*Problem to work on:*
Only the count is needed. Count the lines below with the word "numbered" in them.

*Data shown:*
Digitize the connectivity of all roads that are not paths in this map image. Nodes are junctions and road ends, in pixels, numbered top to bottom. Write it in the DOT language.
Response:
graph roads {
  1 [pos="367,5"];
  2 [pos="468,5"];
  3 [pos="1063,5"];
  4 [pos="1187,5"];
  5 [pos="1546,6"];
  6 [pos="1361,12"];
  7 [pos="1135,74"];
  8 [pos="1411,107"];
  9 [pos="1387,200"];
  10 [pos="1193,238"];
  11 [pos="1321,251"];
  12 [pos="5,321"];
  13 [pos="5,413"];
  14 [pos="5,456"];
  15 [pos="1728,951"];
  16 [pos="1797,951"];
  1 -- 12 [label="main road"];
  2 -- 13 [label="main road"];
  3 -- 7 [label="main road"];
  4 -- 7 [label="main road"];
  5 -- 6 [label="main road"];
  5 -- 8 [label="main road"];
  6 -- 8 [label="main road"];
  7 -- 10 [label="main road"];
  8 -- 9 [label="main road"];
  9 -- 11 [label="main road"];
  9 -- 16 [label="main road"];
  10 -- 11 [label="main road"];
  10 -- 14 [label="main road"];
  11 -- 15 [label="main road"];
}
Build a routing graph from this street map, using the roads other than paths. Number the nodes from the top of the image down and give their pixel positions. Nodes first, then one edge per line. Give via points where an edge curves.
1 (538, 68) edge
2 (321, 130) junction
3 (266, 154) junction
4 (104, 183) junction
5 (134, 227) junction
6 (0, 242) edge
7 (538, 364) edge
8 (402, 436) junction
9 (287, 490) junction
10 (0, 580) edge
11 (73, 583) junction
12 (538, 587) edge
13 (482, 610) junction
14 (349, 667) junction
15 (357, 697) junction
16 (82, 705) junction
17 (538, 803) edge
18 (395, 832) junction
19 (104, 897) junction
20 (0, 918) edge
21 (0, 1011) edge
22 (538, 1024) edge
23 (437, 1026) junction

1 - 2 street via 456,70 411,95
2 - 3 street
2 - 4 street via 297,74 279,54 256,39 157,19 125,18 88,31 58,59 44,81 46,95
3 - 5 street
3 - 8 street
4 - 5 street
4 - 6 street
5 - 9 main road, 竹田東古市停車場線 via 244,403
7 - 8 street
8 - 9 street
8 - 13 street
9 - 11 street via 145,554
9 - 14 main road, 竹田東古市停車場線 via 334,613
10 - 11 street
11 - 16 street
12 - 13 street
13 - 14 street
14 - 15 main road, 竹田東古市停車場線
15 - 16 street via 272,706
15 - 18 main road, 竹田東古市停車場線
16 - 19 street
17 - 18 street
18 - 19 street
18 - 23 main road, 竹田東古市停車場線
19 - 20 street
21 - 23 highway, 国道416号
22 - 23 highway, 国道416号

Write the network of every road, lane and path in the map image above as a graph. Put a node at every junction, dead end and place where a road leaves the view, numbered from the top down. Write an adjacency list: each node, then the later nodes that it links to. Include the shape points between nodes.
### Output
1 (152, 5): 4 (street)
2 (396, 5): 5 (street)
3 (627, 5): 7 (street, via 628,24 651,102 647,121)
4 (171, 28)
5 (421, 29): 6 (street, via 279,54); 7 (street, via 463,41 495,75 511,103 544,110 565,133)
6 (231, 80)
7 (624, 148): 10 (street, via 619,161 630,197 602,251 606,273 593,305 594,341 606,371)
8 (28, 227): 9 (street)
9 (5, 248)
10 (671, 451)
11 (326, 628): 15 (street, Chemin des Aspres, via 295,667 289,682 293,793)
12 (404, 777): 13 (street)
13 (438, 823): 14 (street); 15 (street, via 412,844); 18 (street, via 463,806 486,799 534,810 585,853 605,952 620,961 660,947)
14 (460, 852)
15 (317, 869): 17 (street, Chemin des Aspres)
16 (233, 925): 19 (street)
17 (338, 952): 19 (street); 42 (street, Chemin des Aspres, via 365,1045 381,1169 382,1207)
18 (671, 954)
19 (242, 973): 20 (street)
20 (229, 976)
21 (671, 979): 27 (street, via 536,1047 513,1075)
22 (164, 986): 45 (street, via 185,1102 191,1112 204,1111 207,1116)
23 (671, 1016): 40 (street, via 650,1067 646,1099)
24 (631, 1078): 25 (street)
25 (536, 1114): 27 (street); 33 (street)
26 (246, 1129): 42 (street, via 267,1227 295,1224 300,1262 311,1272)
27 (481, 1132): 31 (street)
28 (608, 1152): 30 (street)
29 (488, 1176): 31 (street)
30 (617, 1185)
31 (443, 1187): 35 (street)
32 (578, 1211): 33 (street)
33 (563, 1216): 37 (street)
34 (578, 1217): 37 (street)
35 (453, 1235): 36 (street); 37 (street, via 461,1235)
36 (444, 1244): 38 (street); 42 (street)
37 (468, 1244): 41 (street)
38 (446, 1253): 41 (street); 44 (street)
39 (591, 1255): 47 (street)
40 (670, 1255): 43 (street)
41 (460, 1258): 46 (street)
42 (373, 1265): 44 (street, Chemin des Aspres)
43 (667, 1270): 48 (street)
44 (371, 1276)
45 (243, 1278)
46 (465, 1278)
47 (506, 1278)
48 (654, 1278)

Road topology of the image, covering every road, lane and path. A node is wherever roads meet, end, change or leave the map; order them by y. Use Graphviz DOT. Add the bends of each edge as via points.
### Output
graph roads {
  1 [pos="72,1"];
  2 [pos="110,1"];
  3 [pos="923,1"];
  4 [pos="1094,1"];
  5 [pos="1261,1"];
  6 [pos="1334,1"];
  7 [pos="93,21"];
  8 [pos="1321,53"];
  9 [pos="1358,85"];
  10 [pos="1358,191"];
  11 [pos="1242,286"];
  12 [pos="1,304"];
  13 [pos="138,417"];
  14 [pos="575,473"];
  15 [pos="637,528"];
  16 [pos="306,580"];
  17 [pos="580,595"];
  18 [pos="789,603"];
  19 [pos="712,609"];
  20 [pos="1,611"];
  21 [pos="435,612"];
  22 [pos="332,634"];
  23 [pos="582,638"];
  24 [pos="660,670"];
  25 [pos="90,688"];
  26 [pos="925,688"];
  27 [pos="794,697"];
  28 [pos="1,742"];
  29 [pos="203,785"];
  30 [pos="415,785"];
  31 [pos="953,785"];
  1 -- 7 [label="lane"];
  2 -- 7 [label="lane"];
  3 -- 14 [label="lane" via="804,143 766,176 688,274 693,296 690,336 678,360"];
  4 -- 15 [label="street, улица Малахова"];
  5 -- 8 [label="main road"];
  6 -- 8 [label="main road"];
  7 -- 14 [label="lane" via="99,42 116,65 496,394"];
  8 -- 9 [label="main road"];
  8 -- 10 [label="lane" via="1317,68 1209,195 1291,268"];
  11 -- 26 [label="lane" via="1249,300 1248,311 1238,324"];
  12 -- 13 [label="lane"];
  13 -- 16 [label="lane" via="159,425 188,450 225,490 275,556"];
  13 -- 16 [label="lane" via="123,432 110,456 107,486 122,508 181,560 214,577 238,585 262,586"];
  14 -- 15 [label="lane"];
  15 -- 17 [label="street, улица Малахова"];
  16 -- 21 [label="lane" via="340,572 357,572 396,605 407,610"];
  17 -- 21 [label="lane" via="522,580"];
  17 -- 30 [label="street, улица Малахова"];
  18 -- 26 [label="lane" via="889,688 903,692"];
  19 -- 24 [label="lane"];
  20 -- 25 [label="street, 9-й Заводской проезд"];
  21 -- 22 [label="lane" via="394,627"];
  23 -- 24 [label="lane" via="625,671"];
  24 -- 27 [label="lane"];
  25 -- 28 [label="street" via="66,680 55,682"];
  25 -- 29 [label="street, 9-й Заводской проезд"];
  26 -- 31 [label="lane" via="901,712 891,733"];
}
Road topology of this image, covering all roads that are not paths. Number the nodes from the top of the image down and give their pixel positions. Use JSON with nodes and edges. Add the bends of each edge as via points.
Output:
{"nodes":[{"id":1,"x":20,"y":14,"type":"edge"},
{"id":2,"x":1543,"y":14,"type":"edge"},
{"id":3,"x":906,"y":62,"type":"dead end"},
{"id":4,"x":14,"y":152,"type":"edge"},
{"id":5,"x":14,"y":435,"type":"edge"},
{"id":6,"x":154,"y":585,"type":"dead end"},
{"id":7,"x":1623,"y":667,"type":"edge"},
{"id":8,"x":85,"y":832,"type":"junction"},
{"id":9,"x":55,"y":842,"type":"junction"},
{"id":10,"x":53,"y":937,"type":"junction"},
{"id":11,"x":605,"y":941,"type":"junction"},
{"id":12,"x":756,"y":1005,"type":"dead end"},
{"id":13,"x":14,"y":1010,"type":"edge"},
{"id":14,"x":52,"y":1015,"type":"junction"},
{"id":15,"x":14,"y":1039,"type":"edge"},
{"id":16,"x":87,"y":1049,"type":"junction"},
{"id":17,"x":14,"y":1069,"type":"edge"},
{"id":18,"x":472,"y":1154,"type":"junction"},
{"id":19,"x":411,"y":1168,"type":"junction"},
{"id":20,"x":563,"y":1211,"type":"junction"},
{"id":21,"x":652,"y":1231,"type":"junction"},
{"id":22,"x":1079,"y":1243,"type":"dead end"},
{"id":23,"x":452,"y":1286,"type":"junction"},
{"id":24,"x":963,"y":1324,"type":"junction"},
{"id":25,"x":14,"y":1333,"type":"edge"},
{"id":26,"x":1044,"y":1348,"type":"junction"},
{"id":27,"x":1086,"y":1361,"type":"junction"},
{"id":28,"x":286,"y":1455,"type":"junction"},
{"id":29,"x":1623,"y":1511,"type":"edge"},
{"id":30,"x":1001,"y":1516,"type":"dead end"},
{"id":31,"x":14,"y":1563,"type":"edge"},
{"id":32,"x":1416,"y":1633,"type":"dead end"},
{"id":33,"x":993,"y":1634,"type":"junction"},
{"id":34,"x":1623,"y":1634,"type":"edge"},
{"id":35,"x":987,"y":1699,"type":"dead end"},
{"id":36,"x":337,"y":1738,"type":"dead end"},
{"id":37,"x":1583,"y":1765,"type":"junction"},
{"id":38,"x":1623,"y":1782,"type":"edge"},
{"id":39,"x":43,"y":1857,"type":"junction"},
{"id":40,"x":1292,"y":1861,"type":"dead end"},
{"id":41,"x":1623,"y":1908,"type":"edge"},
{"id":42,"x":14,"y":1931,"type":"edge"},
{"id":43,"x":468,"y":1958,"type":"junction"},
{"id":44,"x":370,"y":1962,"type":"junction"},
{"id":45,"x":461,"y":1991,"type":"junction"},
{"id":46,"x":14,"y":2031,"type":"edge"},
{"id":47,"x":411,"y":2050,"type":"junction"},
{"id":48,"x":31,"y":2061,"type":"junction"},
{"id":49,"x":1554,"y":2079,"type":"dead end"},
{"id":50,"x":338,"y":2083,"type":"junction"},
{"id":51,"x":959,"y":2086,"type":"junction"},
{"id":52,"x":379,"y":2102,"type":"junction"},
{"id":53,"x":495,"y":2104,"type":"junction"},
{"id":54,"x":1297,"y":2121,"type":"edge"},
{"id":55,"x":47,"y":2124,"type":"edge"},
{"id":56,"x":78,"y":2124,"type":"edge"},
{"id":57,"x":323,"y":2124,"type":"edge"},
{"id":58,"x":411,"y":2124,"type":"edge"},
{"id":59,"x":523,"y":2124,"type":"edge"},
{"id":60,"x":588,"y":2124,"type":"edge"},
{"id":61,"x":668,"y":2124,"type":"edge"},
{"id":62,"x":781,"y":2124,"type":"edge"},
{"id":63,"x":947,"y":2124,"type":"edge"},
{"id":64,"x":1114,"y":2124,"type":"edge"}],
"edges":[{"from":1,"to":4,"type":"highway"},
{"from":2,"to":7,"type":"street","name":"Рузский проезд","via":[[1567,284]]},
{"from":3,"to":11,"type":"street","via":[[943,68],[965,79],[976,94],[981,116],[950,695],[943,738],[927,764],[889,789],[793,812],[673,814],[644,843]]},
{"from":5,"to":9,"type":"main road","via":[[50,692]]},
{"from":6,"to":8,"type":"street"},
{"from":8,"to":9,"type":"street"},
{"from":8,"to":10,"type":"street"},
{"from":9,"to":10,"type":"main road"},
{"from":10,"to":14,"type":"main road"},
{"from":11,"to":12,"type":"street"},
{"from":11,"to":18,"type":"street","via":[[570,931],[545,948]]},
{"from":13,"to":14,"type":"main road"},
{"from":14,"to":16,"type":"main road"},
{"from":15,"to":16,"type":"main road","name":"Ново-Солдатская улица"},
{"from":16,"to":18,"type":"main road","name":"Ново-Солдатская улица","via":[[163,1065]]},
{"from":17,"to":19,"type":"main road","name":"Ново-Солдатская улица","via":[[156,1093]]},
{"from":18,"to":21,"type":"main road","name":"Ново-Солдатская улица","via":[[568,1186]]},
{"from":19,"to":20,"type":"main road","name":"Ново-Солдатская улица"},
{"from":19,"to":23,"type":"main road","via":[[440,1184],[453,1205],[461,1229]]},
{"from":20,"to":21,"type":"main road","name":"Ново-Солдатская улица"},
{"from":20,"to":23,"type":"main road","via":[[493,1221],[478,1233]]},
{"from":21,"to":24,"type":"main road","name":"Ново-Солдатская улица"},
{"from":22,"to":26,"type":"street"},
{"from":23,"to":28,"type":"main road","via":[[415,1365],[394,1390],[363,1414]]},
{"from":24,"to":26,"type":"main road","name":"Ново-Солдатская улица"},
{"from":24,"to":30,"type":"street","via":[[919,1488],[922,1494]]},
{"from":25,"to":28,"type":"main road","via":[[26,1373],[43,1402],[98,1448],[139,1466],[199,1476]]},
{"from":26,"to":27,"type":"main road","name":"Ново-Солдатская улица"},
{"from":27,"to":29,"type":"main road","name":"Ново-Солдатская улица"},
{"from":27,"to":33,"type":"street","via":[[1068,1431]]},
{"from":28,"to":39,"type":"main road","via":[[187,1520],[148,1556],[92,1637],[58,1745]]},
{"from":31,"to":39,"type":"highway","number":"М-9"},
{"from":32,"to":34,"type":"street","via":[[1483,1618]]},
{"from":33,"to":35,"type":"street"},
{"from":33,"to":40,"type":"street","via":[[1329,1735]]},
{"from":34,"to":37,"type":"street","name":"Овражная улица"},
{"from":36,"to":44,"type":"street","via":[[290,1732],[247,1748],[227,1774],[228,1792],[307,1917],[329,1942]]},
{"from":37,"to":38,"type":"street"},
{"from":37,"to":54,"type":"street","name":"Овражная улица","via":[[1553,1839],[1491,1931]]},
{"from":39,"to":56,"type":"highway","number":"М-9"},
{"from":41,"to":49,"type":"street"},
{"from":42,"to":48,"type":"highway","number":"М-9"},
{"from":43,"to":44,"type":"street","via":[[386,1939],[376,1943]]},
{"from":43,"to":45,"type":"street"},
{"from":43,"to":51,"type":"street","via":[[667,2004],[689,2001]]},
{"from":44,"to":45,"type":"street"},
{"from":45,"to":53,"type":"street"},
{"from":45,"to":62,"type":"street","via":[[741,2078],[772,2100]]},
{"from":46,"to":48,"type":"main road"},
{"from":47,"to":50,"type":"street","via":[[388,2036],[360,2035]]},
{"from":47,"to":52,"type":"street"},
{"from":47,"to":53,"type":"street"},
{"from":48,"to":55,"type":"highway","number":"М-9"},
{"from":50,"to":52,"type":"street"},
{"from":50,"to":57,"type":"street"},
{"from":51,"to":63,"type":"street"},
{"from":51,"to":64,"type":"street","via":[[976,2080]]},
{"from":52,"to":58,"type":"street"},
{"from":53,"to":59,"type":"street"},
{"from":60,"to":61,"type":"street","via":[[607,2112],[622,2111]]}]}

*Your response:*
2